As before, the encoding scheme presented below is independent on the left and right. Therefore, our reduction holds for not just for $\mathrm {Local}^{{{{\ell }}_o}'}$ but additionally any split-state function, independent on each side, trivially.

We parametrize our construction for $\mathrm {Local}^{{{{\ell }}_o}'} \Rightarrow \mathrm {LL}$ with the following:

$r:= \log ^4(k)$
$\tau := 2(n-n_L)$, where n is the length of the output of $\mathrm {LL}$ and $n_L$ is the length of the left output of $\mathrm {LL}$.

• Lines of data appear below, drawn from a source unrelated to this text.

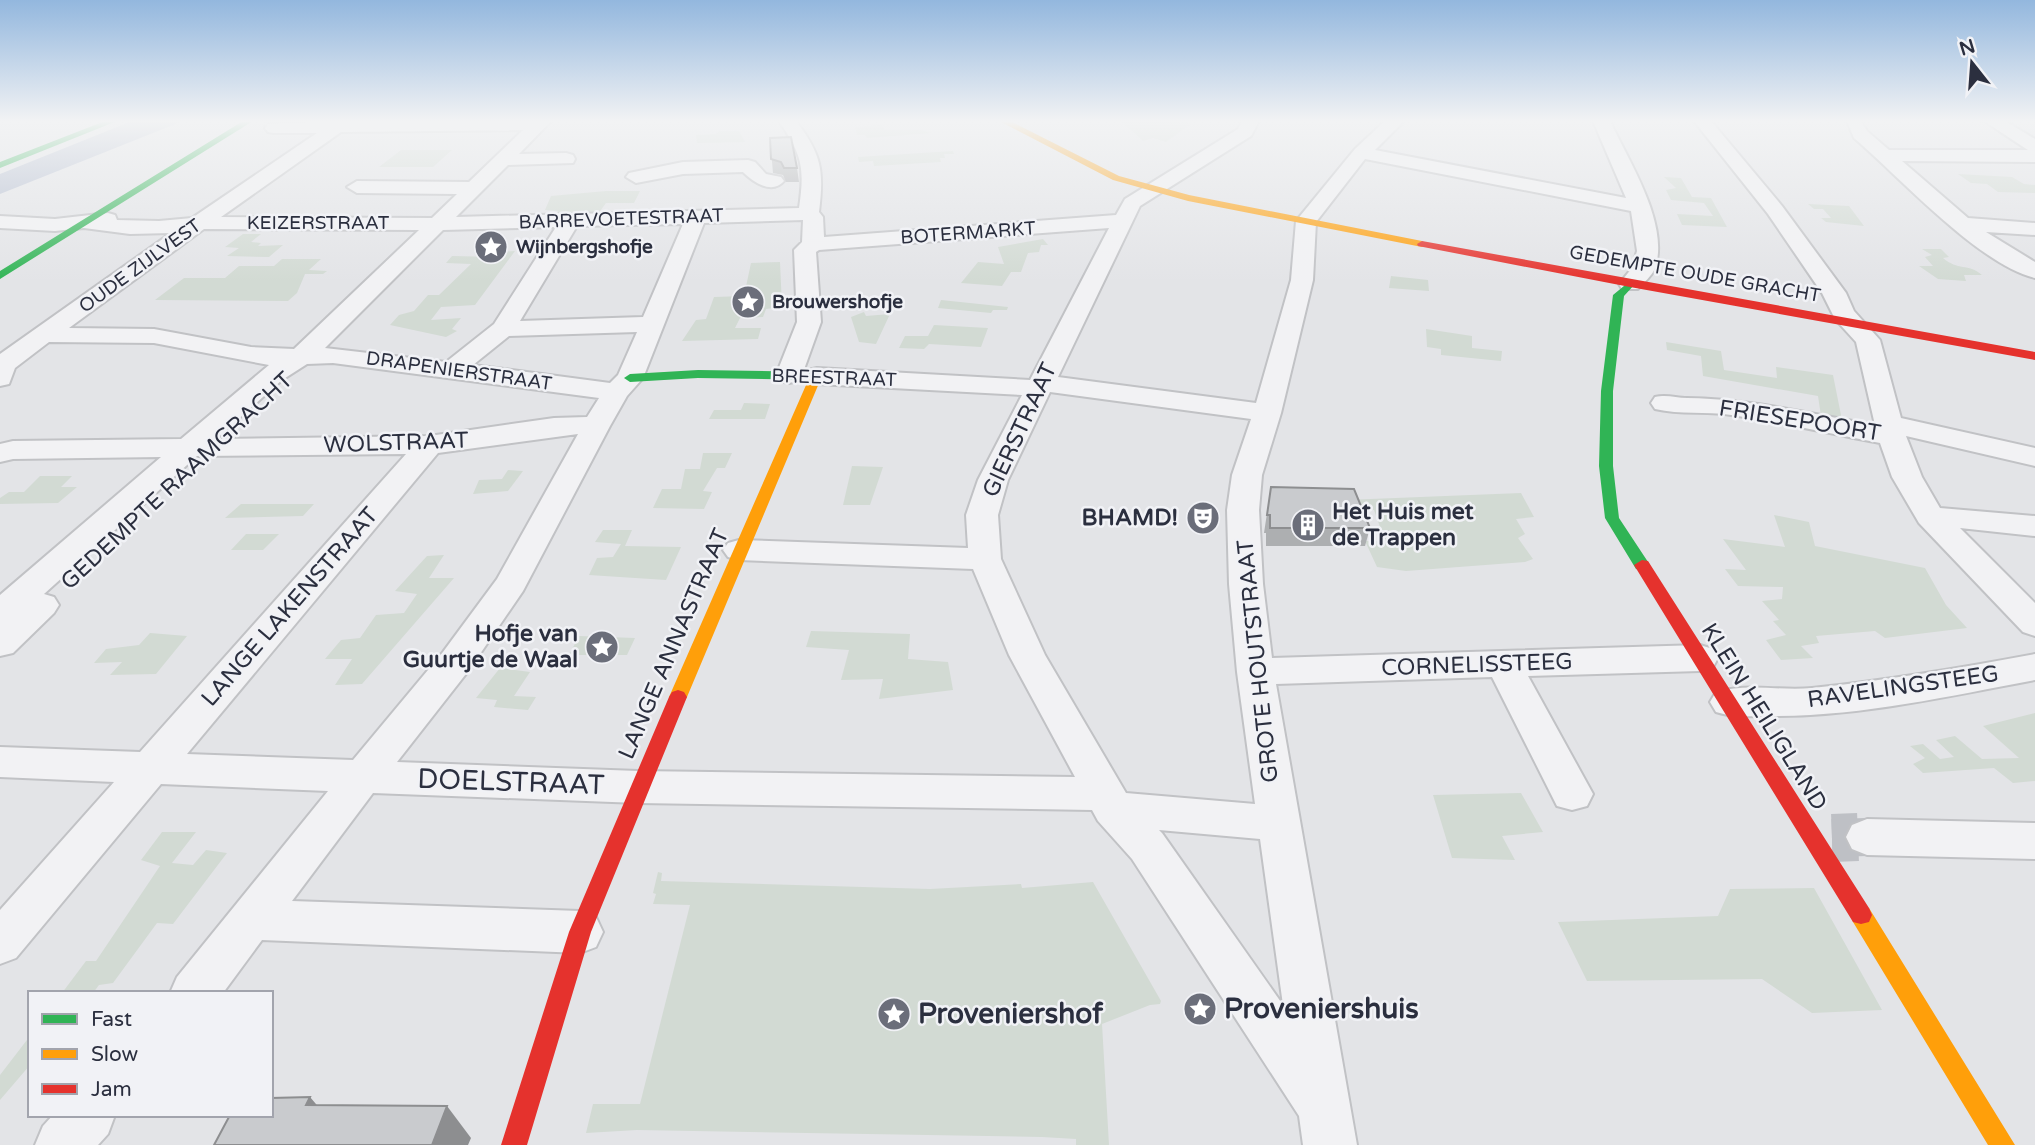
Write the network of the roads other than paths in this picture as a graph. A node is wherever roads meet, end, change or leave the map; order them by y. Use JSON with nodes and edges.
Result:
{"nodes":[{"id":1,"x":165,"y":174,"type":"edge"},
{"id":2,"x":270,"y":174,"type":"edge"},
{"id":3,"x":489,"y":174,"type":"edge"},
{"id":4,"x":649,"y":174,"type":"edge"},
{"id":5,"x":756,"y":174,"type":"edge"},
{"id":6,"x":813,"y":174,"type":"edge"},
{"id":7,"x":1109,"y":174,"type":"edge"},
{"id":8,"x":1176,"y":174,"type":"edge"},
{"id":9,"x":1343,"y":174,"type":"edge"},
{"id":10,"x":1471,"y":174,"type":"edge"},
{"id":11,"x":1625,"y":174,"type":"edge"},
{"id":12,"x":1746,"y":174,"type":"edge"},
{"id":13,"x":1908,"y":174,"type":"edge"},
{"id":14,"x":636,"y":177,"type":"dead end"},
{"id":15,"x":774,"y":181,"type":"dead end"},
{"id":16,"x":1159,"y":185,"type":"junction"},
{"id":17,"x":356,"y":187,"type":"dead end"},
{"id":18,"x":475,"y":188,"type":"junction"},
{"id":19,"x":1640,"y":207,"type":"junction"},
{"id":20,"x":570,"y":221,"type":"junction"},
{"id":21,"x":1124,"y":221,"type":"junction"},
{"id":22,"x":1306,"y":221,"type":"junction"},
{"id":23,"x":0,"y":222,"type":"edge"},
{"id":24,"x":89,"y":222,"type":"junction"},
{"id":25,"x":200,"y":223,"type":"junction"},
{"id":26,"x":435,"y":224,"type":"junction"},
{"id":27,"x":1964,"y":225,"type":"junction"},
{"id":28,"x":692,"y":227,"type":"junction"},
{"id":29,"x":2035,"y":229,"type":"edge"},
{"id":30,"x":812,"y":231,"type":"junction"},
{"id":31,"x":2035,"y":271,"type":"edge"},
{"id":32,"x":0,"y":276,"type":"edge"},
{"id":33,"x":1630,"y":284,"type":"junction"},
{"id":34,"x":652,"y":324,"type":"junction"},
{"id":35,"x":1853,"y":324,"type":"junction"},
{"id":36,"x":503,"y":329,"type":"junction"},
{"id":37,"x":46,"y":335,"type":"junction"},
{"id":38,"x":302,"y":356,"type":"junction"},
{"id":39,"x":2035,"y":356,"type":"edge"},
{"id":40,"x":453,"y":369,"type":"junction"},
{"id":41,"x":789,"y":375,"type":"junction"},
{"id":42,"x":817,"y":376,"type":"junction"},
{"id":43,"x":0,"y":378,"type":"edge"},
{"id":44,"x":623,"y":385,"type":"junction"},
{"id":45,"x":1039,"y":386,"type":"junction"},
{"id":46,"x":1665,"y":403,"type":"dead end"},
{"id":47,"x":1267,"y":413,"type":"junction"},
{"id":48,"x":596,"y":426,"type":"junction"},
{"id":49,"x":1890,"y":430,"type":"junction"},
{"id":50,"x":429,"y":445,"type":"junction"},
{"id":51,"x":207,"y":446,"type":"junction"},
{"id":52,"x":0,"y":453,"type":"edge"},
{"id":53,"x":2035,"y":457,"type":"edge"},
{"id":54,"x":1930,"y":516,"type":"junction"},
{"id":55,"x":2035,"y":526,"type":"edge"},
{"id":56,"x":738,"y":550,"type":"junction"},
{"id":57,"x":985,"y":559,"type":"junction"},
{"id":58,"x":0,"y":614,"type":"edge"},
{"id":59,"x":2035,"y":624,"type":"edge"},
{"id":60,"x":0,"y":643,"type":"edge"},
{"id":61,"x":1700,"y":657,"type":"junction"},
{"id":62,"x":1503,"y":664,"type":"junction"},
{"id":63,"x":2035,"y":667,"type":"edge"},
{"id":64,"x":1255,"y":672,"type":"junction"},
{"id":65,"x":1729,"y":702,"type":"junction"},
{"id":66,"x":0,"y":762,"type":"edge"},
{"id":67,"x":151,"y":769,"type":"junction"},
{"id":68,"x":362,"y":777,"type":"junction"},
{"id":69,"x":638,"y":787,"type":"junction"},
{"id":70,"x":1572,"y":794,"type":"dead end"},
{"id":71,"x":1109,"y":802,"type":"junction"},
{"id":72,"x":1278,"y":823,"type":"junction"},
{"id":73,"x":1837,"y":837,"type":"junction"},
{"id":74,"x":2035,"y":841,"type":"edge"},
{"id":75,"x":253,"y":920,"type":"junction"},
{"id":76,"x":580,"y":932,"type":"junction"},
{"id":77,"x":0,"y":943,"type":"edge"},
{"id":78,"x":196,"y":991,"type":"edge"},
{"id":79,"x":87,"y":1117,"type":"edge"},
{"id":80,"x":1326,"y":1125,"type":"edge"},
{"id":81,"x":62,"y":1145,"type":"edge"},
{"id":82,"x":514,"y":1145,"type":"edge"},
{"id":83,"x":2002,"y":1145,"type":"edge"}],
"edges":[{"from":1,"to":24,"type":"street"},
{"from":2,"to":25,"type":"street","name":"OUDE ZIJLVEST"},
{"from":3,"to":18,"type":"street","name":"GEDEMPTE RAAMGRACHT"},
{"from":4,"to":14,"type":"street"},
{"from":5,"to":15,"type":"street"},
{"from":6,"to":30,"type":"street"},
{"from":7,"to":16,"type":"street","name":"GEDEMPTE OUDE GRACHT"},
{"from":8,"to":16,"type":"street","name":"GIERSTRAAT"},
{"from":9,"to":22,"type":"street"},
{"from":10,"to":19,"type":"street"},
{"from":11,"to":19,"type":"street"},
{"from":12,"to":35,"type":"street"},
{"from":13,"to":27,"type":"street"},
{"from":16,"to":21,"type":"street","name":"GIERSTRAAT"},
{"from":16,"to":22,"type":"street","name":"GEDEMPTE OUDE GRACHT"},
{"from":17,"to":18,"type":"street"},
{"from":18,"to":26,"type":"street","name":"GEDEMPTE RAAMGRACHT"},
{"from":19,"to":33,"type":"street"},
{"from":20,"to":26,"type":"street","name":"BARREVOETESTRAAT"},
{"from":20,"to":28,"type":"street","name":"BARREVOETESTRAAT"},
{"from":20,"to":36,"type":"street"},
{"from":21,"to":30,"type":"street","name":"BOTERMARKT"},
{"from":21,"to":45,"type":"street","name":"GIERSTRAAT"},
{"from":22,"to":33,"type":"street","name":"GEDEMPTE OUDE GRACHT"},
{"from":22,"to":47,"type":"street","name":"GROTE HOUTSTRAAT"},
{"from":23,"to":24,"type":"street","name":"KEIZERSTRAAT"},
{"from":24,"to":25,"type":"street","name":"KEIZERSTRAAT"},
{"from":24,"to":32,"type":"street"},
{"from":25,"to":26,"type":"street","name":"KEIZERSTRAAT"},
{"from":25,"to":37,"type":"street","name":"OUDE ZIJLVEST"},
{"from":26,"to":38,"type":"street","name":"GEDEMPTE RAAMGRACHT"},
{"from":27,"to":29,"type":"street"},
{"from":27,"to":31,"type":"street"},
{"from":28,"to":30,"type":"street","name":"BARREVOETESTRAAT"},
{"from":28,"to":34,"type":"street"},
{"from":30,"to":41,"type":"street"},
{"from":33,"to":35,"type":"street","name":"GEDEMPTE OUDE GRACHT"},
{"from":33,"to":61,"type":"street","name":"KLEIN HEILIGLAND"},
{"from":34,"to":36,"type":"street"},
{"from":34,"to":44,"type":"street"},
{"from":35,"to":39,"type":"street","name":"GEDEMPTE OUDE GRACHT"},
{"from":35,"to":49,"type":"street"},
{"from":36,"to":40,"type":"street"},
{"from":37,"to":38,"type":"street","name":"DRAPENIERSTRAAT"},
{"from":37,"to":43,"type":"street","name":"OUDE ZIJLVEST"},
{"from":38,"to":40,"type":"street","name":"DRAPENIERSTRAAT"},
{"from":38,"to":51,"type":"street","name":"GEDEMPTE RAAMGRACHT"},
{"from":40,"to":44,"type":"street","name":"DRAPENIERSTRAAT"},
{"from":41,"to":42,"type":"street","name":"BREESTRAAT"},
{"from":41,"to":44,"type":"street","name":"BREESTRAAT"},
{"from":42,"to":45,"type":"street","name":"BREESTRAAT"},
{"from":42,"to":56,"type":"street","name":"LANGE ANNASTRAAT"},
{"from":44,"to":48,"type":"street"},
{"from":45,"to":47,"type":"street","name":"BREESTRAAT"},
{"from":45,"to":57,"type":"street","name":"GIERSTRAAT"},
{"from":46,"to":49,"type":"street","name":"FRIESEPOORT"},
{"from":47,"to":64,"type":"street","name":"GROTE HOUTSTRAAT"},
{"from":48,"to":50,"type":"street","name":"WOLSTRAAT"},
{"from":48,"to":68,"type":"street"},
{"from":49,"to":53,"type":"street"},
{"from":49,"to":54,"type":"street"},
{"from":50,"to":51,"type":"street","name":"WOLSTRAAT"},
{"from":50,"to":67,"type":"street","name":"LANGE LAKENSTRAAT"},
{"from":51,"to":52,"type":"street","name":"WOLSTRAAT"},
{"from":51,"to":58,"type":"street","name":"GEDEMPTE RAAMGRACHT"},
{"from":51,"to":60,"type":"street","name":"GEDEMPTE RAAMGRACHT"},
{"from":54,"to":55,"type":"street"},
{"from":54,"to":59,"type":"street"},
{"from":56,"to":57,"type":"street"},
{"from":56,"to":69,"type":"street","name":"LANGE ANNASTRAAT"},
{"from":57,"to":71,"type":"street","name":"GIERSTRAAT"},
{"from":61,"to":62,"type":"street","name":"CORNELISSTEEG"},
{"from":61,"to":65,"type":"street","name":"KLEIN HEILIGLAND"},
{"from":62,"to":64,"type":"street","name":"CORNELISSTEEG"},
{"from":62,"to":70,"type":"street"},
{"from":63,"to":65,"type":"street","name":"RAVELINGSTEEG"},
{"from":64,"to":72,"type":"street","name":"GROTE HOUTSTRAAT"},
{"from":65,"to":73,"type":"street","name":"KLEIN HEILIGLAND"},
{"from":66,"to":67,"type":"street","name":"DOELSTRAAT"},
{"from":67,"to":68,"type":"street","name":"DOELSTRAAT"},
{"from":67,"to":77,"type":"street","name":"LANGE LAKENSTRAAT"},
{"from":68,"to":69,"type":"street","name":"DOELSTRAAT"},
{"from":68,"to":75,"type":"street"},
{"from":69,"to":71,"type":"street","name":"DOELSTRAAT"},
{"from":69,"to":76,"type":"street","name":"LANGE ANNASTRAAT"},
{"from":71,"to":72,"type":"street"},
{"from":71,"to":80,"type":"street","name":"GROTE HOUTSTRAAT"},
{"from":72,"to":80,"type":"street","name":"GROTE HOUTSTRAAT"},
{"from":73,"to":74,"type":"street"},
{"from":73,"to":83,"type":"street","name":"KLEIN HEILIGLAND"},
{"from":75,"to":76,"type":"street"},
{"from":75,"to":78,"type":"street"},
{"from":76,"to":82,"type":"street","name":"LANGE ANNASTRAAT"},
{"from":79,"to":81,"type":"street"}]}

Now, for every $\mu \in \mathrm {Local}^{{{{\ell }}_o}'}$ where $\mu (\zeta , X^\mathsf {L}, x^\mathsf {R}) := (\mu ^{\zeta }(\zeta , X^\mathsf {L}, x^\mathsf {R}), \mu ^\mathsf {L}(\zeta , X^\mathsf {L}, x^\mathsf {R}), \mu ^\mathsf {R}(\zeta , X^\mathsf {L}, x^\mathsf {R}))$ we define the distribution $G_{\mu }$ over $\mathrm {LL}$. A draw from $G_{\mu }$ is defined as follows:

Choose $\zeta \leftarrow \{0,1\}^{r}$ uniformly at random. Compute $y := \mathsf {prg}(\zeta )$, where $y = y_1, \ldots , y_\tau $. For $i \in [\tau ]$, compute Compute $\rho _i := \phi (y_i)$.
If $\rho $ has less than ${n}_L$ number of ones, then set $h_1, h_2, f$ all to the constant function 0.
Otherwise, choose vector $I^\mathsf {L}\in \{0,1\}^{\tau + {n}_R}$ such that $\forall \, i$ such that $ 1 \le i \le \tau $ if $\rho _i = 1$ then $I^\mathsf {L}_i = *$ and otherwise, $I^\mathsf {L}_i$ is chosen uniformly at random.
The function $h_1$ is defined as follows: $h_1$ outputs the bits in input $x^\mathsf {L}$ that affect the output bits of $\mu ^\zeta $ (at most $r\cdot {{{\ell }}_o}' \le c^{\mathsf {sec}}_L/3 \cdot {n}_L$).
The function $h_2$ is defined as follows: $h_2$ outputs the bits in $x^\mathsf {R}$ that affect the output bits of $\mu ^\zeta $ (at most $r\cdot {{{\ell }}_o}' \le c^{\mathsf {sec}}_R/3 \cdot {n}_R$).
The function f is defined as follows:
- f computes $\widetilde{\zeta }$, given $\zeta $ and the output of $h_1, h_2$.
- f computes $\widetilde{y} := \mathsf {prg}(\widetilde{\zeta })$, where $\widetilde{y} = \widetilde{y}_1, \ldots , \widetilde{y}_\tau $.
- For $i \in [\tau ]$, f computes $\widetilde{\rho }_i := \phi (\widetilde{y}_i)$.
- Let $\widetilde{\rho }^*\in \{0,1\}^\tau $ be defined as follows: For $i \in [\mathsf {pos}^*], \widetilde{\rho }^*= \widetilde{\rho }$; for $\mathsf {pos}^* <i \le \tau , \widetilde{\rho }^*= 0$, where $\mathsf {pos}^*$ is the index of the ${n}_L$-th one in $\widetilde{\rho }$ (and is set to $\tau $ if no such index exists).
- Let $\mu ^{\mathsf {L}, \zeta }$ (resp. $\mu ^{\mathsf {R}, \zeta }$) correspond to the function $\mu ^\mathsf {L}(\zeta , X^\mathsf {L}, x^\mathsf {R})$ (resp. $\mu ^\mathsf {R}(\zeta , X^\mathsf {L}, x^\mathsf {R}))$), which has $\zeta $ hardcoded in it.
- Let C be the circuit corresponding to the following restriction: $((\mu ^{\mathsf {L}, \zeta }|_{I^\mathsf {L}})_{\widetilde{\rho }^*}, \mu ^{\mathsf {R}, \zeta }|_{I^\mathsf {L}})$.
- If C is in $\mathrm {LL}$, then f outputs C. Otherwise, f outputs the constant function 0.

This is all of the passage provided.